Deciphering essential roles of cAMP signalling during malaria parasite transmission

Abstract

Intracellular messengers such as cyclic guanosine phosphate (cGMP) and cyclic-adenosine phosphate (cAMP), mediate cellular responses to extracellular stimuli in both free-living and pathogenic eukaryotes. During its complex life-cycle, the malaria parasite experiences extensive environmental changes where accurate responses to changing host and vector environments are critical for both establishing infection and successful transmission. Several studies have demonstrated the importance of cGMP signalling during the parasite’s life cycle, including the transition from the mammalian host to the mosquito vector. However, signalling through cAMP is poorly understood during this critical step of parasite transmission. The chief effector of cAMP signalling is Protein Kinase A (PKA), which consists of a regulatory (PKAr) and catalytic subunit (PKAc). Using a range of genetic engineering methods (promoter-swap and the DiCre-loxP system) we generated PKAr-KO parasites across different mosquito life stages revealing the essential role of this enzyme during mitosis. We found that in the absence of PKAr, parasites failed to infect the mosquito as the sexual precursor cells (gametocytes) were infertile.

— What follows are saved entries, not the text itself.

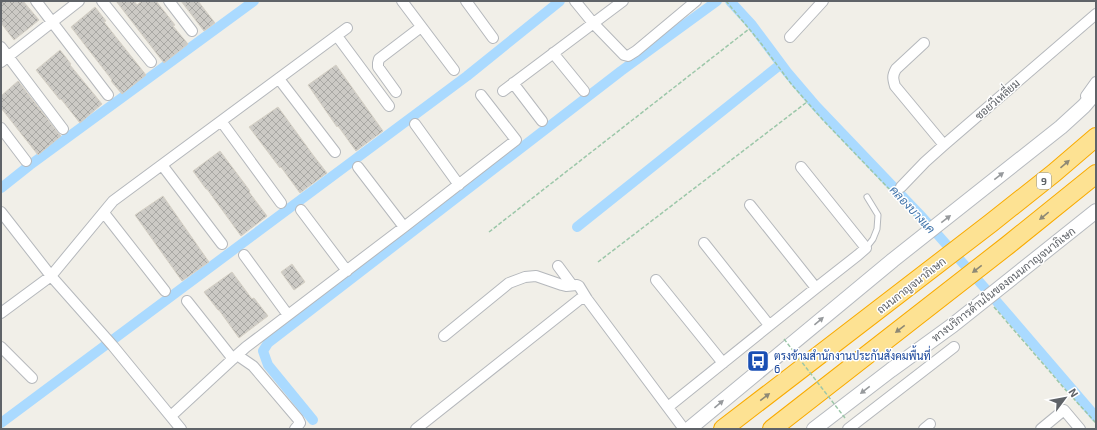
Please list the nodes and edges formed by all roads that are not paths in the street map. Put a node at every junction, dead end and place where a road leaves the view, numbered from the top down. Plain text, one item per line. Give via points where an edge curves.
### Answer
1 (36, 1) edge
2 (79, 1) edge
3 (102, 1) edge
4 (169, 1) edge
5 (402, 1) edge
6 (466, 1) edge
7 (575, 1) edge
8 (623, 1) edge
9 (696, 1) edge
10 (823, 1) edge
11 (1096, 14) edge
12 (52, 22) junction
13 (593, 23) junction
14 (421, 26) junction
15 (347, 28) dead end
16 (192, 31) dead end
17 (337, 36) junction
18 (790, 37) dead end
19 (493, 38) dead end
20 (924, 43) dead end
21 (1, 48) edge
22 (553, 53) junction
23 (4, 59) edge
24 (151, 62) dead end
25 (454, 70) dead end
26 (279, 79) junction
27 (1096, 82) edge
28 (513, 83) junction
29 (584, 91) dead end
30 (396, 92) dead end
31 (502, 92) dead end
32 (1096, 92) edge
33 (108, 95) dead end
34 (481, 95) dead end
35 (389, 106) dead end
36 (221, 121) junction
37 (542, 121) dead end
38 (415, 124) dead end
39 (1061, 127) junction
40 (1, 128) edge
41 (62, 129) dead end
42 (1096, 137) edge
43 (944, 145) junction
44 (335, 152) dead end
45 (26, 161) dead end
46 (162, 165) junction
47 (358, 167) dead end
48 (801, 167) dead end
49 (1096, 174) edge
50 (459, 185) junction
51 (901, 187) dead end
52 (867, 197) dead end
53 (281, 203) dead end
54 (750, 205) dead end
55 (301, 210) dead end
56 (1096, 211) edge
57 (1, 212) edge
58 (104, 213) junction
59 (404, 227) junction
60 (704, 243) dead end
61 (222, 244) dead end
62 (866, 248) junction
63 (244, 255) dead end
64 (558, 266) dead end
65 (347, 271) junction
66 (51, 276) junction
67 (656, 280) dead end
68 (572, 285) junction
69 (816, 288) junction
70 (166, 291) dead end
71 (587, 299) junction
72 (187, 301) dead end
73 (1, 313) edge
74 (288, 315) junction
75 (769, 325) junction
76 (444, 336) dead end
77 (1, 347) edge
78 (954, 347) dead end
79 (235, 356) junction
80 (723, 363) junction
81 (32, 378) dead end
82 (806, 403) junction
83 (668, 407) junction
84 (171, 416) junction
85 (181, 429) edge
86 (294, 429) edge
87 (416, 429) edge
88 (684, 429) edge
89 (689, 429) edge
90 (723, 429) edge
91 (772, 429) edge
92 (778, 429) edge
93 (814, 429) edge
94 (848, 429) edge
95 (1041, 429) edge
96 (1080, 429) edge

1 - 12 street
2 - 12 street
3 - 24 street
4 - 16 street
5 - 14 street
6 - 19 street
7 - 13 street
8 - 13 street
9 - 13 street via 628,56 624,55
10 - 18 street
11 - 43 street, ซอยวีเหลี่ยม
12 - 23 street
12 - 33 street
13 - 22 street
14 - 25 street
14 - 30 street via 378,63 378,67
15 - 17 street
17 - 26 street
17 - 35 street
20 - 43 street via 896,69 892,78
21 - 23 street
22 - 28 street
22 - 29 street
23 - 41 street
26 - 36 street
26 - 44 street
27 - 39 street
28 - 31 street
28 - 37 street
32 - 39 main road
34 - 50 street via 516,140
36 - 46 street
36 - 53 street
38 - 50 street
89 -> 39 main road via 893,260
40 - 45 street
90 -> 42 highway, ถนนกาญจนาภิเษก / 9 via 991,223
43 - 51 street, ซอยวีเหลี่ยม
46 - 58 street via 113,202
46 - 61 street
47 - 59 street
48 - 62 street
49 -> 82 highway
50 - 59 street
52 - 62 lane via 878,215 877,229
54 - 69 street
55 - 65 street
56 -> 93 main road, ทางบริการด้านในของถนนกาญจนาภิเษก via 953,325
57 - 66 street
58 - 66 street
58 - 70 street
59 - 65 street
60 - 75 street
62 - 69 street
63 - 74 street
64 - 68 street
65 - 74 street
66 - 73 street
66 - 84 street
67 - 80 street
68 - 71 street via 578,286
68 - 76 street via 562,285 536,276 524,276 509,283
69 - 75 street
71 - 83 street
71 - 87 street via 580,299
72 - 79 street
74 - 79 street
75 - 80 street
77 - 81 street
78 - 94 street
79 - 84 street
79 - 86 street via 253,366 298,419 300,423
80 - 83 street
82 - 91 highway
82 - 92 highway
83 - 88 street
84 - 85 street
95 - 96 street via 1064,410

Additionally, we found a second critical role for PKAr during the process of sporogony where in the absence of PKAr, parasites failed to develop into fully mature mammalian infective forms (sporozoites). High-resolution imaging techniques revealed PKA is involved in the establishment of bipolar mitotic spindles, stability of microtubules and cytokinesis. Furthermore, we characterized the role of a second putative cAMP binding protein, Exchange Protein Activated by cAMP (EPAC), during parasite colonization of the mosquito midgut and we show that its cyclic nucleotide binding capability controls ookinete invasion. This data demonstrates the importance of cAMP signalling across multiple transmission stages of the malaria parasite and increases our understanding of the molecular mechanisms that govern parasite transmission.